Первое ругательство. Второе, третье. Пауза. Божья матерь. Сам Господь Бог. Божья матерь. Пауза. И так далее.

Солнце медленно садится за Яникульский холм, муэдзин от ненормативной лексики заводит ту же, что и вчера, песню, с тем же, что и вчера, отчаянием. Поразительно, как быстро мы ко всему привыкаем: я снова на своем диванчике на террасе, снова пью на пустой желудок джин с тоником, время — примерно то же, что и вчера, проклятия, которые отпускает этот бедолага, уже кажутся мне неотъемлемой частью пейзажа, не более странной, чем шум машин на улице или крики ласточек, парящих в небе. Мне даже требуется сделать над собой усилие, чтобы вернуться к вопросам, беспокоившим меня вчера вечером: кто это орет? Что его мучает? Почему не слышны другие голоса, другие звуки? Неужели он и впрямь привязан к кровати?

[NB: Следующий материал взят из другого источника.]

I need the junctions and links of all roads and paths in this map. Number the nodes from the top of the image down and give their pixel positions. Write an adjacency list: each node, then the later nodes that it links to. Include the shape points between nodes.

Поднимаюсь, подхожу к перилам, пытаюсь что-то разглядеть через защитную сетку.

В окнах полно зрителей, их даже больше, чем вчера: в основном пожилые, их возмущают, а, может, и пугают эти таинственные вопли, этот неизвестный, который продолжает склонять на разные лады Богоматерь, Бога, снова Богоматерь. Они переговариваются с озабоченным видом, решая, по-видимому, к каким следует прибегнуть коммунальным экзорцизмам (в ознаменование торжества общественного порядка над личным страданием); при этом у них на лицах читается радостное возбуждение, как будто сюда переместилось телешоу, которым они только что наслаждались у себя в квартирах. Как и вчера, я ретируюсь: в такие минуты люди оборачиваются своей худшей стороной, лучше этого не видеть.

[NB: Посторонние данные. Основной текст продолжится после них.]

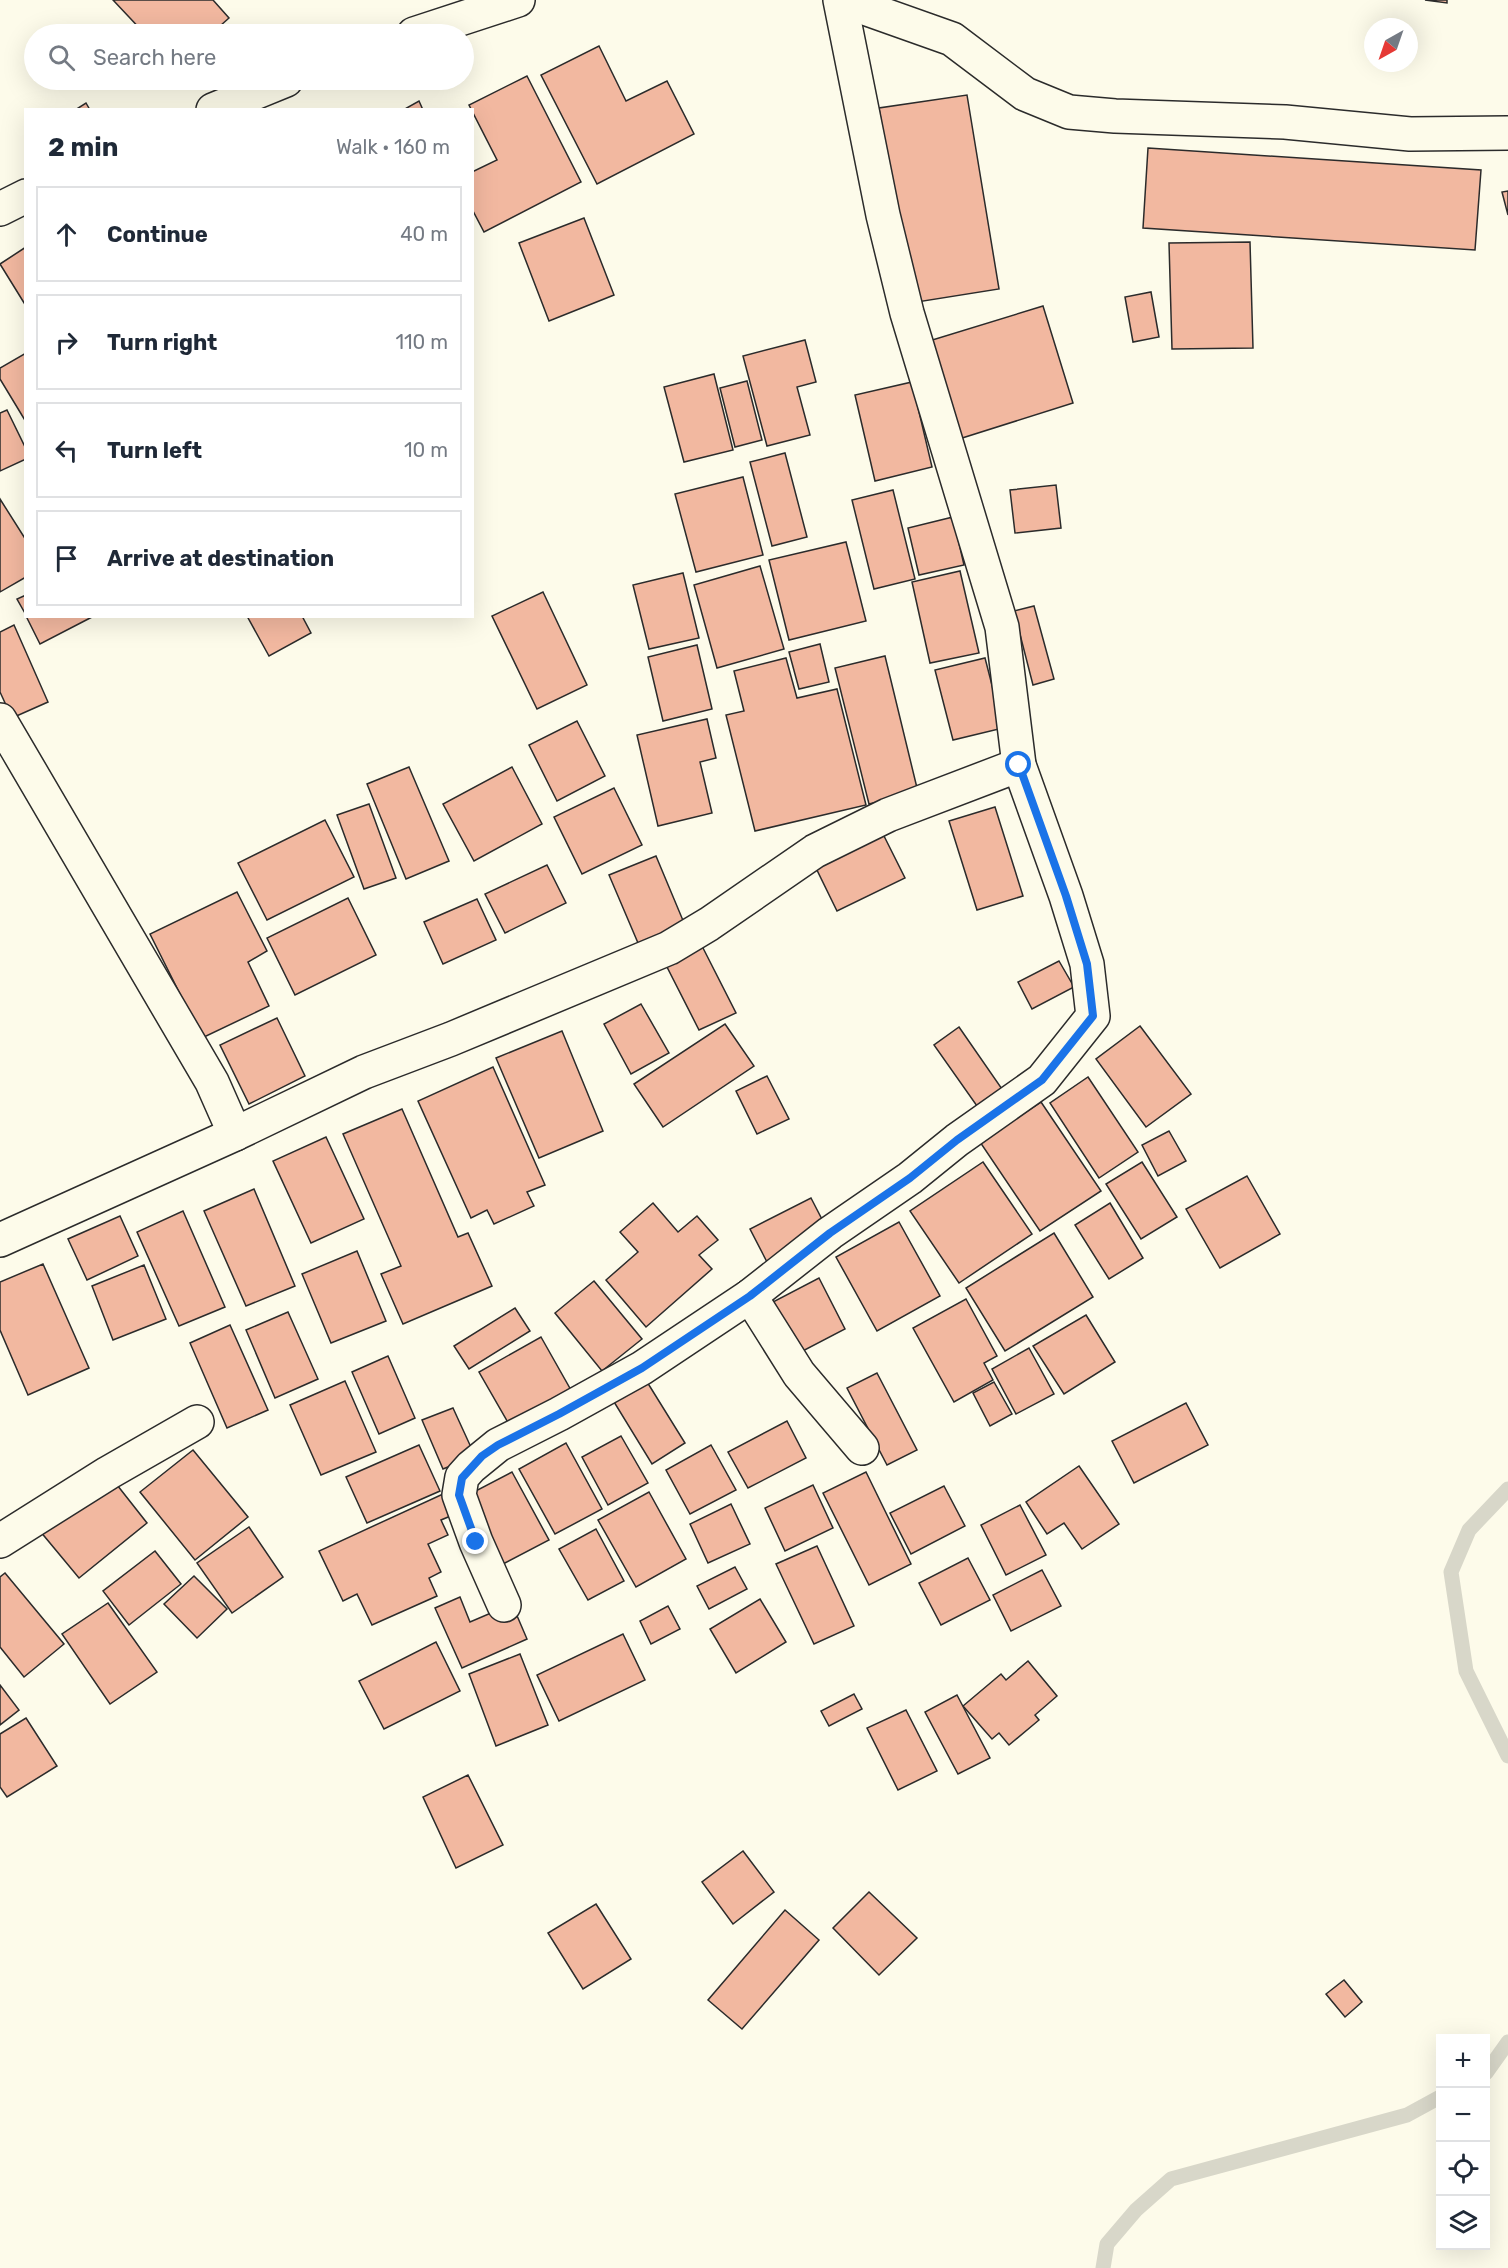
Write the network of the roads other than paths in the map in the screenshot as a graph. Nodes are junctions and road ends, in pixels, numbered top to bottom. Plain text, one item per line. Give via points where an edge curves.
1 (518, 0) edge
2 (841, 0) edge
3 (445, 24) edge
4 (262, 90) edge
5 (218, 108) edge
6 (1508, 133) edge
7 (24, 197) edge
8 (0, 209) edge
9 (0, 720) edge
10 (1019, 765) junction
11 (236, 1134) junction
12 (0, 1240) edge
13 (750, 1296) junction
14 (197, 1422) dead end
15 (862, 1448) dead end
16 (0, 1541) edge
17 (504, 1605) dead end

1 - 3 street
2 - 6 street via 952,39 1025,94 1069,112 1285,122 1410,134
2 - 10 street via 883,215 907,313 1002,627
4 - 5 street
7 - 8 street
9 - 11 street via 212,1082
10 - 11 street via 888,815 814,851 669,948 364,1072
10 - 13 street via 1087,964 1093,1016 1042,1080 830,1233
11 - 12 street
13 - 15 street via 799,1374
13 - 17 street via 642,1368 498,1445 462,1478 459,1495
14 - 16 street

Возвращаюсь на свой диванчик. Впадаю в какую-то странную безмятежность, такое я еще вчера и вообразить не мог, и я не хочу, чтобы что-то ее потревожило. При всем том, я не сделал ничего из того, что намеревался: список заданий, столь добросовестно составленный, лежит себе под телефоном, а моя “Веспа”, на которой я должен был сейчас, выполняя эти задания, лавировать в потоке машин, весь день стоит на цепи у столба со знаком “одностороннее движение” и, к тому же, на тротуаре. Попросту говоря, у меня ни на что не было времени. Я должен был работать, потому что сегодня с утра меня посетила муза она давненько не показывалась, и это серьезно меня беспокоило. Я понимаю, что слово “вдохновение” звучит смешно в устах детского писателя, но, ей-богу, не знаю, как иначе назвать то, что снизошло на меня утром, едва я проснулся. Я неожиданно ощутил, что знаю, о чем писать, мертвый штиль остался в прошлом, и мне не терпелось приняться за работу. Меня это поразило, поскольку засыпал я, раздираемый не имеющими ответа вопросами, и у меня не было сомнений, что сегодня я весь день буду пытаться освободиться от их тяжкого груза. Но вот наступило утро, и лавина, обрушившаяся на меня вчера вечером, неожиданно устремилась туда, где разрешаются все проблемы; еще не понимая, что произошло, я оказался у компьютера и отдался на волю старого доброго круговорота слов, который льется сам собой. Редкое ощущение легкости возрастало во меня весь день, по мере того, как страница прибавлялась к странице и я вновь обретал утраченное желание писать — писать, не отвлекаясь на телефонные звонки, еду, дела и думая только о том, как не упустить попавшуюся наконец на крючок крупную рыбину. Пусть это не великая литература, а всего лишь детская книжка, но это мое дело, в том смысле, что оно связано с моей судьбой, которую я, хочу заявить это четко и внятно, принимаю безоговорочно. Кафка в порыве вдохновения писал “Превращение”, я пишу “Тайну Пиццано Пиццы”, и что с того? Я никогда, даже в мечтах, не обольщался, что стану великим писателем, я не претендую на славу и бессмертие: в голове рождаются кое-какие идеи, пальцы стучат по чертовой клавиатуре, и я честно зарабатываю на хлеб с маслом для моей семьи — больше мне не нужно, упаси боже, но и на меньшее я не согласен. Творческие кризисы охотно оставляю на долю гениев.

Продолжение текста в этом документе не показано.